[Saved entries]
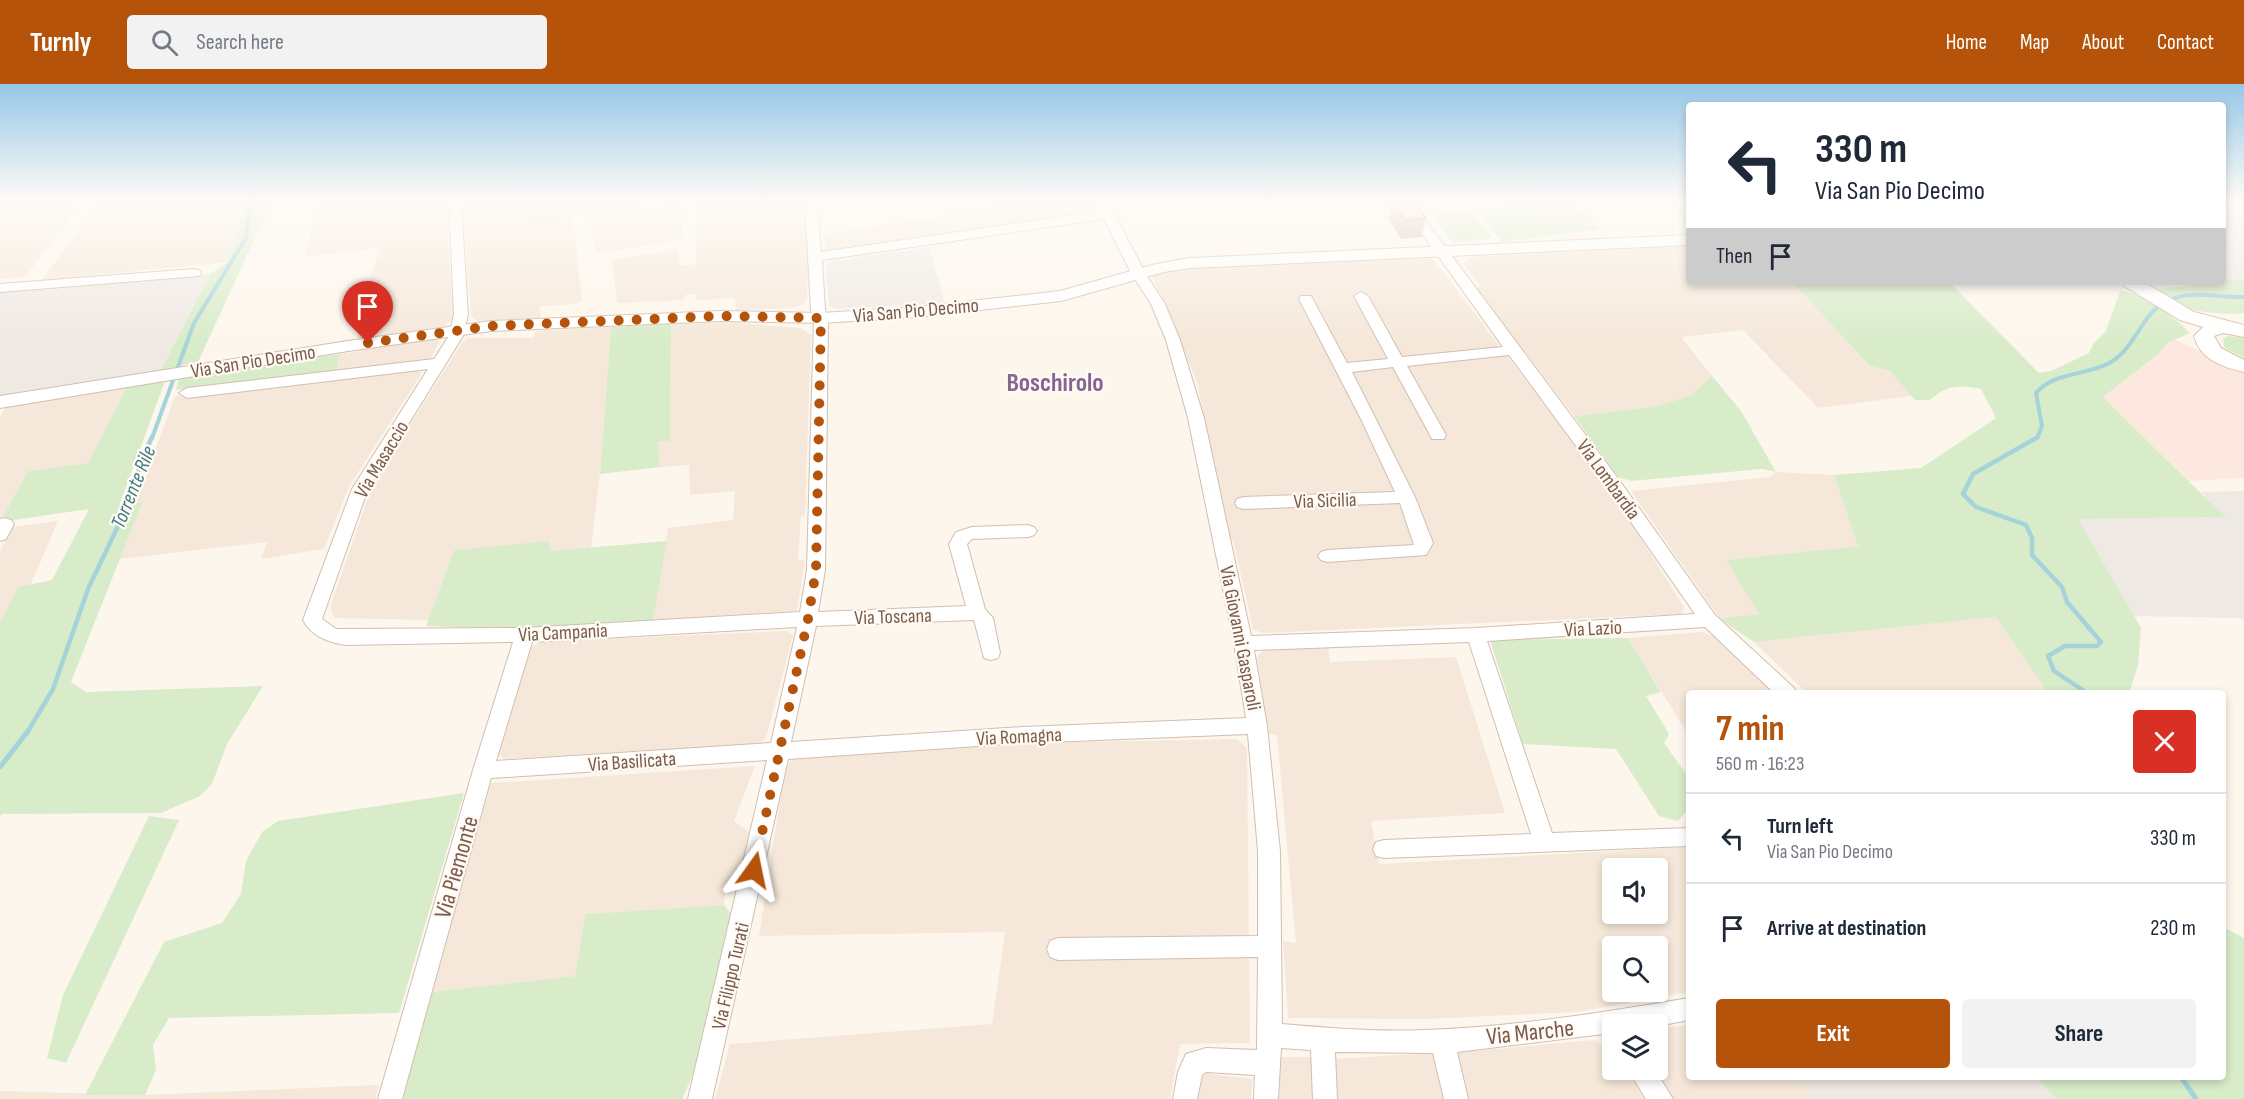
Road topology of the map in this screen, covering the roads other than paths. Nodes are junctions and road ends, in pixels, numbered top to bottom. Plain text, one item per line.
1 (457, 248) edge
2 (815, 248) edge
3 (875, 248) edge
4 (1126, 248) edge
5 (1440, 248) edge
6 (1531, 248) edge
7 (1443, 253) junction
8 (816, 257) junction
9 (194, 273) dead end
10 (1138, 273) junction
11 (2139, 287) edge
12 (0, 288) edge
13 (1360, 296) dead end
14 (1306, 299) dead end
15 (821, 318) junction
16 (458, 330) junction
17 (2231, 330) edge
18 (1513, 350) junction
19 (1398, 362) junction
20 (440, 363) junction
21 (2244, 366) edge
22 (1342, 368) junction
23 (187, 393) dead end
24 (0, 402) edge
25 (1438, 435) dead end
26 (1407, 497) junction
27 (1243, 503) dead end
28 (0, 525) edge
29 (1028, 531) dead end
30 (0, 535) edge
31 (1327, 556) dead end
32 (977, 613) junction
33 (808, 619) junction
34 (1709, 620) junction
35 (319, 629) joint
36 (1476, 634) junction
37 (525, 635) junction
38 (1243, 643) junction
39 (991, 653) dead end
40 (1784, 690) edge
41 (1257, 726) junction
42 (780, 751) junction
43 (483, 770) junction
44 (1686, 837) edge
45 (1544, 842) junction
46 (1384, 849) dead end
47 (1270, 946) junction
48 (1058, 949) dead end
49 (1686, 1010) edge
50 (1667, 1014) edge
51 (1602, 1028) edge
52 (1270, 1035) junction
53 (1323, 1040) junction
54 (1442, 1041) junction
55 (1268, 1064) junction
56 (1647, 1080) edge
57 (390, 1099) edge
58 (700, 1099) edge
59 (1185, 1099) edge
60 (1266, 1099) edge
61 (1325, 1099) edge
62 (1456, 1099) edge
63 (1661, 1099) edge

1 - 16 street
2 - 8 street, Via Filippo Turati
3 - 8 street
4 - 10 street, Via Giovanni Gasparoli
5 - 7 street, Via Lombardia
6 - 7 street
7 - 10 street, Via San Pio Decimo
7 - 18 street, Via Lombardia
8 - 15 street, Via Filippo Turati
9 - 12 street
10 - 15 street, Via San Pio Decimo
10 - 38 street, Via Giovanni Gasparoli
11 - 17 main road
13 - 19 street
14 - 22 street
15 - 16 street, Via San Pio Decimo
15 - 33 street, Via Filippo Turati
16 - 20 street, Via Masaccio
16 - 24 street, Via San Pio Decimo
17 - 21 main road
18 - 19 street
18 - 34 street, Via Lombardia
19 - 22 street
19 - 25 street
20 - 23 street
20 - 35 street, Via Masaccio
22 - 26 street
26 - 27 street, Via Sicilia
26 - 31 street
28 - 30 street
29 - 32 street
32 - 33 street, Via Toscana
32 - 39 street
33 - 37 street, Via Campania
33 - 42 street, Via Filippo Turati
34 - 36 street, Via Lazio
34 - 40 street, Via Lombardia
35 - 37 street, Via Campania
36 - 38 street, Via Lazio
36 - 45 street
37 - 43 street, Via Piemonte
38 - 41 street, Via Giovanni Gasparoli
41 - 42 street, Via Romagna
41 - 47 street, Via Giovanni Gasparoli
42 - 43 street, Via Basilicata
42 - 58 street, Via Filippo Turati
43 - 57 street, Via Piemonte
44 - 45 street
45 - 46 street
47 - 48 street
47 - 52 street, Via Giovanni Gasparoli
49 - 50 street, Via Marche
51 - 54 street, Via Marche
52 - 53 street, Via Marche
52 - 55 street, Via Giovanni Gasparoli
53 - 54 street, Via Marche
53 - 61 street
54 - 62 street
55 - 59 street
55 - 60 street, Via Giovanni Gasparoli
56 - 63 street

→ YOUR TASK: Could you reproduce every entry exactly, leaving out the pictures?

→ SOLVED PROBLEM:
Road topology of the map in this screen, covering the roads other than paths. Nodes are junctions and road ends, in pixels, numbered top to bottom. Plain text, one item per line.
1 (457, 248) edge
2 (815, 248) edge
3 (875, 248) edge
4 (1126, 248) edge
5 (1440, 248) edge
6 (1531, 248) edge
7 (1443, 253) junction
8 (816, 257) junction
9 (194, 273) dead end
10 (1138, 273) junction
11 (2139, 287) edge
12 (0, 288) edge
13 (1360, 296) dead end
14 (1306, 299) dead end
15 (821, 318) junction
16 (458, 330) junction
17 (2231, 330) edge
18 (1513, 350) junction
19 (1398, 362) junction
20 (440, 363) junction
21 (2244, 366) edge
22 (1342, 368) junction
23 (187, 393) dead end
24 (0, 402) edge
25 (1438, 435) dead end
26 (1407, 497) junction
27 (1243, 503) dead end
28 (0, 525) edge
29 (1028, 531) dead end
30 (0, 535) edge
31 (1327, 556) dead end
32 (977, 613) junction
33 (808, 619) junction
34 (1709, 620) junction
35 (319, 629) joint
36 (1476, 634) junction
37 (525, 635) junction
38 (1243, 643) junction
39 (991, 653) dead end
40 (1784, 690) edge
41 (1257, 726) junction
42 (780, 751) junction
43 (483, 770) junction
44 (1686, 837) edge
45 (1544, 842) junction
46 (1384, 849) dead end
47 (1270, 946) junction
48 (1058, 949) dead end
49 (1686, 1010) edge
50 (1667, 1014) edge
51 (1602, 1028) edge
52 (1270, 1035) junction
53 (1323, 1040) junction
54 (1442, 1041) junction
55 (1268, 1064) junction
56 (1647, 1080) edge
57 (390, 1099) edge
58 (700, 1099) edge
59 (1185, 1099) edge
60 (1266, 1099) edge
61 (1325, 1099) edge
62 (1456, 1099) edge
63 (1661, 1099) edge

1 - 16 street
2 - 8 street, Via Filippo Turati
3 - 8 street
4 - 10 street, Via Giovanni Gasparoli
5 - 7 street, Via Lombardia
6 - 7 street
7 - 10 street, Via San Pio Decimo
7 - 18 street, Via Lombardia
8 - 15 street, Via Filippo Turati
9 - 12 street
10 - 15 street, Via San Pio Decimo
10 - 38 street, Via Giovanni Gasparoli
11 - 17 main road
13 - 19 street
14 - 22 street
15 - 16 street, Via San Pio Decimo
15 - 33 street, Via Filippo Turati
16 - 20 street, Via Masaccio
16 - 24 street, Via San Pio Decimo
17 - 21 main road
18 - 19 street
18 - 34 street, Via Lombardia
19 - 22 street
19 - 25 street
20 - 23 street
20 - 35 street, Via Masaccio
22 - 26 street
26 - 27 street, Via Sicilia
26 - 31 street
28 - 30 street
29 - 32 street
32 - 33 street, Via Toscana
32 - 39 street
33 - 37 street, Via Campania
33 - 42 street, Via Filippo Turati
34 - 36 street, Via Lazio
34 - 40 street, Via Lombardia
35 - 37 street, Via Campania
36 - 38 street, Via Lazio
36 - 45 street
37 - 43 street, Via Piemonte
38 - 41 street, Via Giovanni Gasparoli
41 - 42 street, Via Romagna
41 - 47 street, Via Giovanni Gasparoli
42 - 43 street, Via Basilicata
42 - 58 street, Via Filippo Turati
43 - 57 street, Via Piemonte
44 - 45 street
45 - 46 street
47 - 48 street
47 - 52 street, Via Giovanni Gasparoli
49 - 50 street, Via Marche
51 - 54 street, Via Marche
52 - 53 street, Via Marche
52 - 55 street, Via Giovanni Gasparoli
53 - 54 street, Via Marche
53 - 61 street
54 - 62 street
55 - 59 street
55 - 60 street, Via Giovanni Gasparoli
56 - 63 street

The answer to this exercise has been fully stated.